I believe that dmu_tx_assign in zfs_rmdir failed because the dataset was out of quota. The system kept crashing in a loop with the same stack, until we slightly increased the affected dataset's quota.

Exactly the same happened to a different dataset on another system several days ago. Same panic stack, %rdi = 8, zc_zap == zc_leaf, zfs_readdir on a znode with z_links = 0, quota exhausted, same mitigation strategy used, only the stack of the second thread waiting to remove something has zfs_remove in it instead of zfs_rmdir.

History

#1

Updated by Arne Jansen almost 4 years ago

The root cause is found. Chronology of the events:

1. we have an empty directory
2. the filesystem is nearly out of quota
3. a snapshot prevents any space from being freed
4. a remote clients calls opendir via nfs4
5. the same client removes the directory
6. the client proceeds with readdir --> boom.

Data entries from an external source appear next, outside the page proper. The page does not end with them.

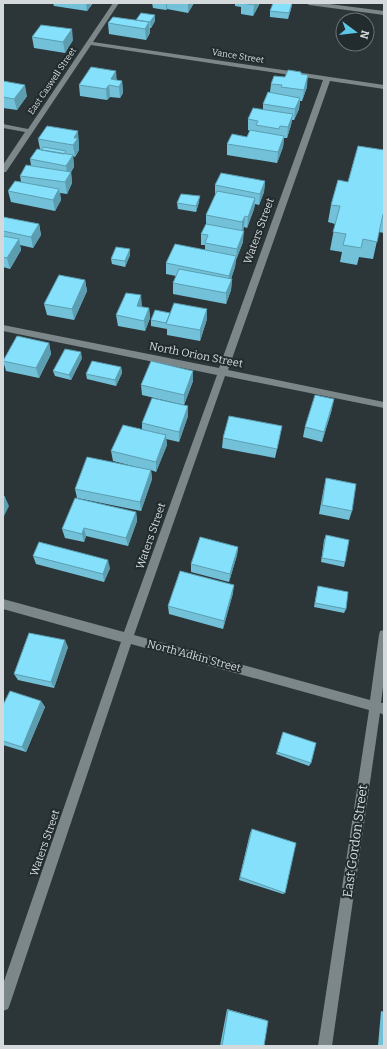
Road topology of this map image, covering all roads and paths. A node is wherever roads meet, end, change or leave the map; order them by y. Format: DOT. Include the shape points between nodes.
graph roads {
  1 [pos="116,3"];
  2 [pos="309,3"];
  3 [pos="384,13"];
  4 [pos="89,43"];
  5 [pos="327,79"];
  6 [pos="384,87"];
  7 [pos="3,126"];
  8 [pos="29,131"];
  9 [pos="3,170"];
  10 [pos="3,328"];
  11 [pos="222,372"];
  12 [pos="384,405"];
  13 [pos="3,604"];
  14 [pos="384,635"];
  15 [pos="128,638"];
  16 [pos="380,707"];
  17 [pos="7,978"];
  18 [pos="3,1004"];
  19 [pos="325,1046"];
  1 -- 4 [label="street, East Caswell Street"];
  2 -- 3 [label="street"];
  4 -- 5 [label="street, Vance Street"];
  4 -- 8 [label="street, East Caswell Street"];
  5 -- 6 [label="street, Vance Street"];
  5 -- 11 [label="street, Waters Street"];
  7 -- 8 [label="street"];
  8 -- 9 [label="street, East Caswell Street"];
  10 -- 11 [label="street, North Orion Street"];
  11 -- 12 [label="street, North Orion Street"];
  11 -- 15 [label="street, Waters Street"];
  13 -- 15 [label="street, North Adkin Street"];
  14 -- 16 [label="street, East Gordon Street"];
  15 -- 16 [label="street, North Adkin Street"];
  15 -- 17 [label="street, Waters Street"];
  16 -- 19 [label="street, East Gordon Street"];
  17 -- 18 [label="street, Waters Street"];
}
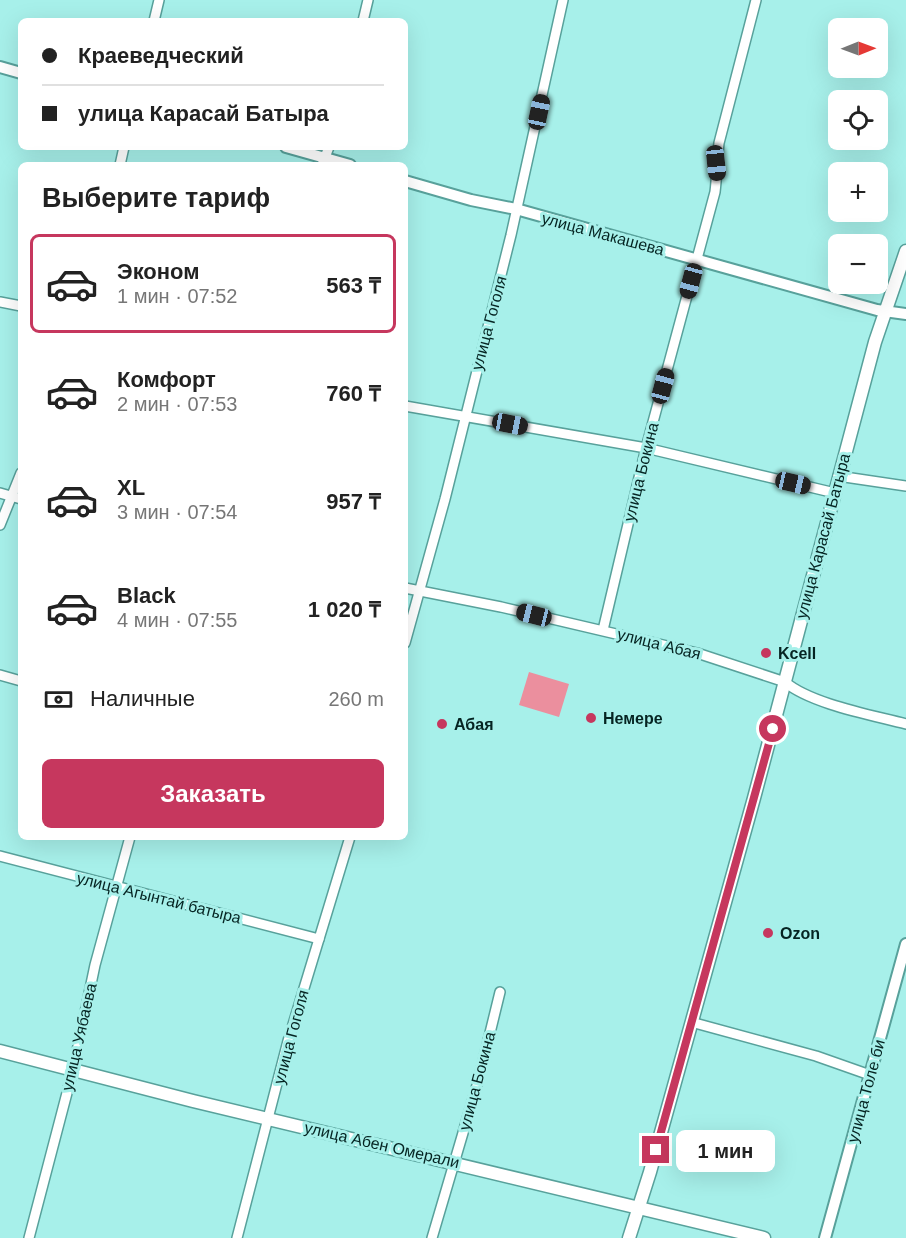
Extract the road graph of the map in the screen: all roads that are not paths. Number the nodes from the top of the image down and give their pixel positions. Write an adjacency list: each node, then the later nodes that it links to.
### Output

During 4, the client obtains a FH for the directory.
During 5, the directory entry gets removed, the inode is added to the unlinked set and z_unlinked is set.
Then the inode contents is deleted (dmu_free_long_range).
Deletion of the inode itself fails because the fs ran out of space exactly at this moment. The inode is left in the unlinked set, the znode is freed.
During 6, the readdir of the client instantiates a new znode for the (empty) inode, this time with z_unlinked unset.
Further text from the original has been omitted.